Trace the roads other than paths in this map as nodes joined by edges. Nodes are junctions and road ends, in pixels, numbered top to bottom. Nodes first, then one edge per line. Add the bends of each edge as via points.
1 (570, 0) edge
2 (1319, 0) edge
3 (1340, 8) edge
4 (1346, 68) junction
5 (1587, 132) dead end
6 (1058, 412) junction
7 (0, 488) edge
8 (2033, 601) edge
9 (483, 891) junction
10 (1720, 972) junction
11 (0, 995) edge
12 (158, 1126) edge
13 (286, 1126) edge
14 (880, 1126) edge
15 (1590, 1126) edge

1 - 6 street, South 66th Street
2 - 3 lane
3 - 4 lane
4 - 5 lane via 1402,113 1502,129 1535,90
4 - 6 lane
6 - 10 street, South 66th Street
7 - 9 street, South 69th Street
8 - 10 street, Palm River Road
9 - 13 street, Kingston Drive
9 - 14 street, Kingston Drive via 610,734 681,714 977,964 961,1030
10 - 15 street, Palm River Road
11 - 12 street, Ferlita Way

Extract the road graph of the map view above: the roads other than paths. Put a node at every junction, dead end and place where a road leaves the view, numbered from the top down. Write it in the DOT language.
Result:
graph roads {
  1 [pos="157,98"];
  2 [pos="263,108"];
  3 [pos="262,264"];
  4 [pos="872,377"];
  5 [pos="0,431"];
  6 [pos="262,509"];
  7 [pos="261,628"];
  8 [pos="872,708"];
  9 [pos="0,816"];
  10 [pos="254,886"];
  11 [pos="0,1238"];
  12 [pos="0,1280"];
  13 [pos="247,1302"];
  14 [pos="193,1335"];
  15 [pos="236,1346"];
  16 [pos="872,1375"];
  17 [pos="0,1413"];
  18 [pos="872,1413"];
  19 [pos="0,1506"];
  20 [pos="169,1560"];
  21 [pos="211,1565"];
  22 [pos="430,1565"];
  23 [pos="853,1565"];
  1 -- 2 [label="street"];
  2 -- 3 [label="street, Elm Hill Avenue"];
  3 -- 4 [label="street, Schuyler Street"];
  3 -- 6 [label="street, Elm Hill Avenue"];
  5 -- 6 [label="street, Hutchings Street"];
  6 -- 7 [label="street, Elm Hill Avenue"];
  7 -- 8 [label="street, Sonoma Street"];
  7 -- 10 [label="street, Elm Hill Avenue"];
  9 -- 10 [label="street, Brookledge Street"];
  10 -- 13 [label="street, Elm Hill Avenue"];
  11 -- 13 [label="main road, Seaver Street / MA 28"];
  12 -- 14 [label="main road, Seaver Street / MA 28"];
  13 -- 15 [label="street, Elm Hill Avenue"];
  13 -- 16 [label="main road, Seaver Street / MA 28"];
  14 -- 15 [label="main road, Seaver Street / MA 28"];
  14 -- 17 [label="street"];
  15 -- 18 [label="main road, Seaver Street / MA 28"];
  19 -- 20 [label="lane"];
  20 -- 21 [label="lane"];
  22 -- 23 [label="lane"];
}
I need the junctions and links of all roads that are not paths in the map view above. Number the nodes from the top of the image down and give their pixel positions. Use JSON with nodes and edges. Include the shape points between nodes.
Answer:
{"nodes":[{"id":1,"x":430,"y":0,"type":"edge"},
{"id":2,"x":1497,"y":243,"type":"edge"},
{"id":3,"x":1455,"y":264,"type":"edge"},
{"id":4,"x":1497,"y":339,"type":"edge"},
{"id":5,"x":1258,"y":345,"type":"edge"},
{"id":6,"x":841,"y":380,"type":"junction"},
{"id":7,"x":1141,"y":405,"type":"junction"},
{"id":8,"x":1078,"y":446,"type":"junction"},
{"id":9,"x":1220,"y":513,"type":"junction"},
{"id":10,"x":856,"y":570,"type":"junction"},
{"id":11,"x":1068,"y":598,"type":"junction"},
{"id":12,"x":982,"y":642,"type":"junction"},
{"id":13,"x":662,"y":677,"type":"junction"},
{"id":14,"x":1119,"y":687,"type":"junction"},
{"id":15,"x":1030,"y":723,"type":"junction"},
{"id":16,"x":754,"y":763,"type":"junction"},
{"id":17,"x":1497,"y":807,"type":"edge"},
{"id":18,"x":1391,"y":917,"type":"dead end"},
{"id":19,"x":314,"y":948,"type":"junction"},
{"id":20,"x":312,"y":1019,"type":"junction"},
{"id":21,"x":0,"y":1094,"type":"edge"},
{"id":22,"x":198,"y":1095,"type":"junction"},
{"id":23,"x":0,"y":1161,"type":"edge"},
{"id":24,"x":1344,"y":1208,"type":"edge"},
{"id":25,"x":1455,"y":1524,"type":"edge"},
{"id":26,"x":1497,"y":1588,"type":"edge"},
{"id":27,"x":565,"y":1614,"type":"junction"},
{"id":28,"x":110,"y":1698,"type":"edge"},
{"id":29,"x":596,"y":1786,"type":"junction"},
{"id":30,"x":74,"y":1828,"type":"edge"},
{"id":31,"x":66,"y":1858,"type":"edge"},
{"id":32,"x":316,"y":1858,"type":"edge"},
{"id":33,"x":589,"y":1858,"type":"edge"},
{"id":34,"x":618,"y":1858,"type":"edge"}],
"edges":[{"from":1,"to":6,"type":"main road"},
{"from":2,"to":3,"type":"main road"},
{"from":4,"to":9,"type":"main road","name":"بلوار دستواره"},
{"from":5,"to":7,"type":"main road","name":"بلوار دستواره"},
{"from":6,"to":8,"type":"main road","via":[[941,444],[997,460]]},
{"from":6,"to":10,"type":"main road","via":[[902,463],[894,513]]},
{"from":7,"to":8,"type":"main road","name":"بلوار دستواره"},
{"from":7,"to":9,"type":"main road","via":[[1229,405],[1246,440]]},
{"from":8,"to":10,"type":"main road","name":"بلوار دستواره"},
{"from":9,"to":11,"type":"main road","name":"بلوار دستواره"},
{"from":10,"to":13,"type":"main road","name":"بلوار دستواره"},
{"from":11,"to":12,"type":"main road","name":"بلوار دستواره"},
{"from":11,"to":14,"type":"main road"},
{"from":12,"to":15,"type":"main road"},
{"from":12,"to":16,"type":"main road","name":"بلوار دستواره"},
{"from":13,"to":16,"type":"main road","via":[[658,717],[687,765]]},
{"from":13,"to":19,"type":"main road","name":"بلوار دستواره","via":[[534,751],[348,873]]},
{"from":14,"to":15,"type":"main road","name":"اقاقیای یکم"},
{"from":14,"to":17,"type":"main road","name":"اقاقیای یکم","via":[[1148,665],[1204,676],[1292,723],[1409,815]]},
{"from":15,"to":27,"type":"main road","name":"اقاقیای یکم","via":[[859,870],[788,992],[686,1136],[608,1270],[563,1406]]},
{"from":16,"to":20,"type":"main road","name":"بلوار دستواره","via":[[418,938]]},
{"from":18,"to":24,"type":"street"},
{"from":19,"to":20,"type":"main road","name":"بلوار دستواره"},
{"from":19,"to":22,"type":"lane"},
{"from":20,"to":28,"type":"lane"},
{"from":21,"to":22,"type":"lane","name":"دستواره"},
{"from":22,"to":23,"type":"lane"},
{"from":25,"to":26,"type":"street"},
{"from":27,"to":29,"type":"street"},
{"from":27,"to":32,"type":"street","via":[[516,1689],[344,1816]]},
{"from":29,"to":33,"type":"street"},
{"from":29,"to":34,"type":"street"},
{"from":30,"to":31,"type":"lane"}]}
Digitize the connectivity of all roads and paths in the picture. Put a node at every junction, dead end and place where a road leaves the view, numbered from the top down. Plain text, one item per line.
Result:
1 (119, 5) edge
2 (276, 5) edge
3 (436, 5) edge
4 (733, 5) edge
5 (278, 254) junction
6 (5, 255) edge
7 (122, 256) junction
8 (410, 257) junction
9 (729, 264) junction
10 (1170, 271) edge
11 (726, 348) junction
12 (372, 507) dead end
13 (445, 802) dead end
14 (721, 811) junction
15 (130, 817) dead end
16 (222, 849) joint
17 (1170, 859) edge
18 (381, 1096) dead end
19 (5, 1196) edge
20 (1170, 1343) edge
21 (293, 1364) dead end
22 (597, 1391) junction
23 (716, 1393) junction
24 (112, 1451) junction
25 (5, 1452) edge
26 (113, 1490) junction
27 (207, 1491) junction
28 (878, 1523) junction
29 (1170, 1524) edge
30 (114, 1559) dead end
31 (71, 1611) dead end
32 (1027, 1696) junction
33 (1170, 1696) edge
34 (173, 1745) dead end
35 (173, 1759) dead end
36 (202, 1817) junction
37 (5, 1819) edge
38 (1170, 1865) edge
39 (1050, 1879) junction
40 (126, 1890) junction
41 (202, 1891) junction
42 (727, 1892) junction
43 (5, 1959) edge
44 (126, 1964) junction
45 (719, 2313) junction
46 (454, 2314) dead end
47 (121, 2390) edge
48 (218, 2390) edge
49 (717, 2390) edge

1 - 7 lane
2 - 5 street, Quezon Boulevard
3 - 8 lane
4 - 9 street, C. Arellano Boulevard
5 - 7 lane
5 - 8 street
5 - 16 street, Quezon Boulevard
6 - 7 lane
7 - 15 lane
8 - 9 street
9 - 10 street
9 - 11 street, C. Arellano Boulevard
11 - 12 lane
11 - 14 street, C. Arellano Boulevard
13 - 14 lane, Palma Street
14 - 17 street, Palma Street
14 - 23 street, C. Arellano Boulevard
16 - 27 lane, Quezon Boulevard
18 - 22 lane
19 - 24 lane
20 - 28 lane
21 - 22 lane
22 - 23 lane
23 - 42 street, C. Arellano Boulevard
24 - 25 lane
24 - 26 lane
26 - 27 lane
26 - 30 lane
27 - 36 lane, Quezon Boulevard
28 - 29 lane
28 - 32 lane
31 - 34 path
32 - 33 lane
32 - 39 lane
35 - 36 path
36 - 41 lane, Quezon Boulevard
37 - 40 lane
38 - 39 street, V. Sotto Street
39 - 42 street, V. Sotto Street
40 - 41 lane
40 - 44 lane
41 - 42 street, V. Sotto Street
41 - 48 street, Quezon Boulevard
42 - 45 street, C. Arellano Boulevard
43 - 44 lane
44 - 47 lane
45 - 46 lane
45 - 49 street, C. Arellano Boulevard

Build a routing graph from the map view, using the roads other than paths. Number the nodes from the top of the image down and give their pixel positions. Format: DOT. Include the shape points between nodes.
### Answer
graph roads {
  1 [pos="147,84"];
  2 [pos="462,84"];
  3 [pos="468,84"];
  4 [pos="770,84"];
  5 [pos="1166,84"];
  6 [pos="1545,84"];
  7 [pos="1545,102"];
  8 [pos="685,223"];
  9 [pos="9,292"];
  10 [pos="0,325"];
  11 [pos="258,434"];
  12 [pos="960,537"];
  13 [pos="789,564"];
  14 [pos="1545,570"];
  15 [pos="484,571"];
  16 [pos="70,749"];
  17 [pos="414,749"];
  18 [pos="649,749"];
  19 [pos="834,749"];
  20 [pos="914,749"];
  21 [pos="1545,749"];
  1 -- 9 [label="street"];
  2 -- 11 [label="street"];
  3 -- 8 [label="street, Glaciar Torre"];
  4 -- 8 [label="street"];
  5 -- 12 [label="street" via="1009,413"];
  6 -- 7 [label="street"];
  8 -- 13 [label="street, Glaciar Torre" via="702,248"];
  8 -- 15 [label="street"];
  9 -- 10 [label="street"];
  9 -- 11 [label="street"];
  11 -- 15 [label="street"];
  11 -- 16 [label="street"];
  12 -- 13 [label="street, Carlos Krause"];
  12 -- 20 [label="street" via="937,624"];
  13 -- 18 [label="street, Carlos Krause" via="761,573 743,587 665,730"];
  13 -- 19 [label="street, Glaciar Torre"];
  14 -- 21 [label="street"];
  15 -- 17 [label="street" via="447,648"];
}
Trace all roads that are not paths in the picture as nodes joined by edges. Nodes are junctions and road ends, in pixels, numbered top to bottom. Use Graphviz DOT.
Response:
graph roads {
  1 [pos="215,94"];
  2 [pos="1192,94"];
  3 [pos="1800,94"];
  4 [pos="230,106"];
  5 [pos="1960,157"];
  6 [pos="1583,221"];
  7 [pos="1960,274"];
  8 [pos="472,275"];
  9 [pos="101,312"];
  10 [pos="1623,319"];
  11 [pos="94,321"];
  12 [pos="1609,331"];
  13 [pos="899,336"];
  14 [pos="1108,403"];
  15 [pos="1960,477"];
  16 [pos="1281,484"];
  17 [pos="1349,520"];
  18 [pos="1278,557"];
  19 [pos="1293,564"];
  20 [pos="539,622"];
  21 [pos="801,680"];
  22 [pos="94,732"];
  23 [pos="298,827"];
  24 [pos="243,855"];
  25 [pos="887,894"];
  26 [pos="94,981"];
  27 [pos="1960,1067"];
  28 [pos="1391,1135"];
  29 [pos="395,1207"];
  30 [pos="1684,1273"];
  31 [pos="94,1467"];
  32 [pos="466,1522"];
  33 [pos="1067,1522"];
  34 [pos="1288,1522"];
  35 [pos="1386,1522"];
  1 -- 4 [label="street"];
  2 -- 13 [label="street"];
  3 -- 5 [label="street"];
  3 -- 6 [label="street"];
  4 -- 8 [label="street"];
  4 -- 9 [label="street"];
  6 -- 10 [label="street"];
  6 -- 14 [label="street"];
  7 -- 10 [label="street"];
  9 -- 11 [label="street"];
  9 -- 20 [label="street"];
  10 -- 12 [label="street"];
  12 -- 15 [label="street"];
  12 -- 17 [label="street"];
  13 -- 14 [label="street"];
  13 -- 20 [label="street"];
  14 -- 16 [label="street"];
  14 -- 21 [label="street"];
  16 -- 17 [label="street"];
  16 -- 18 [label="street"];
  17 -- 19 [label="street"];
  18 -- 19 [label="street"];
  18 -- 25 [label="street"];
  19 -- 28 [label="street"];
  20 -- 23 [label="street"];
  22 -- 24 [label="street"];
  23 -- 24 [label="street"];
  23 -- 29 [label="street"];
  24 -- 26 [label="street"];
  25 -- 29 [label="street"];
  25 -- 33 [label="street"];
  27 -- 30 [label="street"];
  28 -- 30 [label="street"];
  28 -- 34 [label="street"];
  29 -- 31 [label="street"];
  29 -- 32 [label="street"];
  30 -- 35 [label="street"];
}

####

--- Your objective ---
Your reply should hold all the lines from the listing above in which "اقاقیای" appears.

--- Task answer ---
{"from":14,"to":15,"type":"main road","name":"اقاقیای یکم"},
{"from":14,"to":17,"type":"main road","name":"اقاقیای یکم","via":[[1148,665],[1204,676],[1292,723],[1409,815]]},
{"from":15,"to":27,"type":"main road","name":"اقاقیای یکم","via":[[859,870],[788,992],[686,1136],[608,1270],[563,1406]]},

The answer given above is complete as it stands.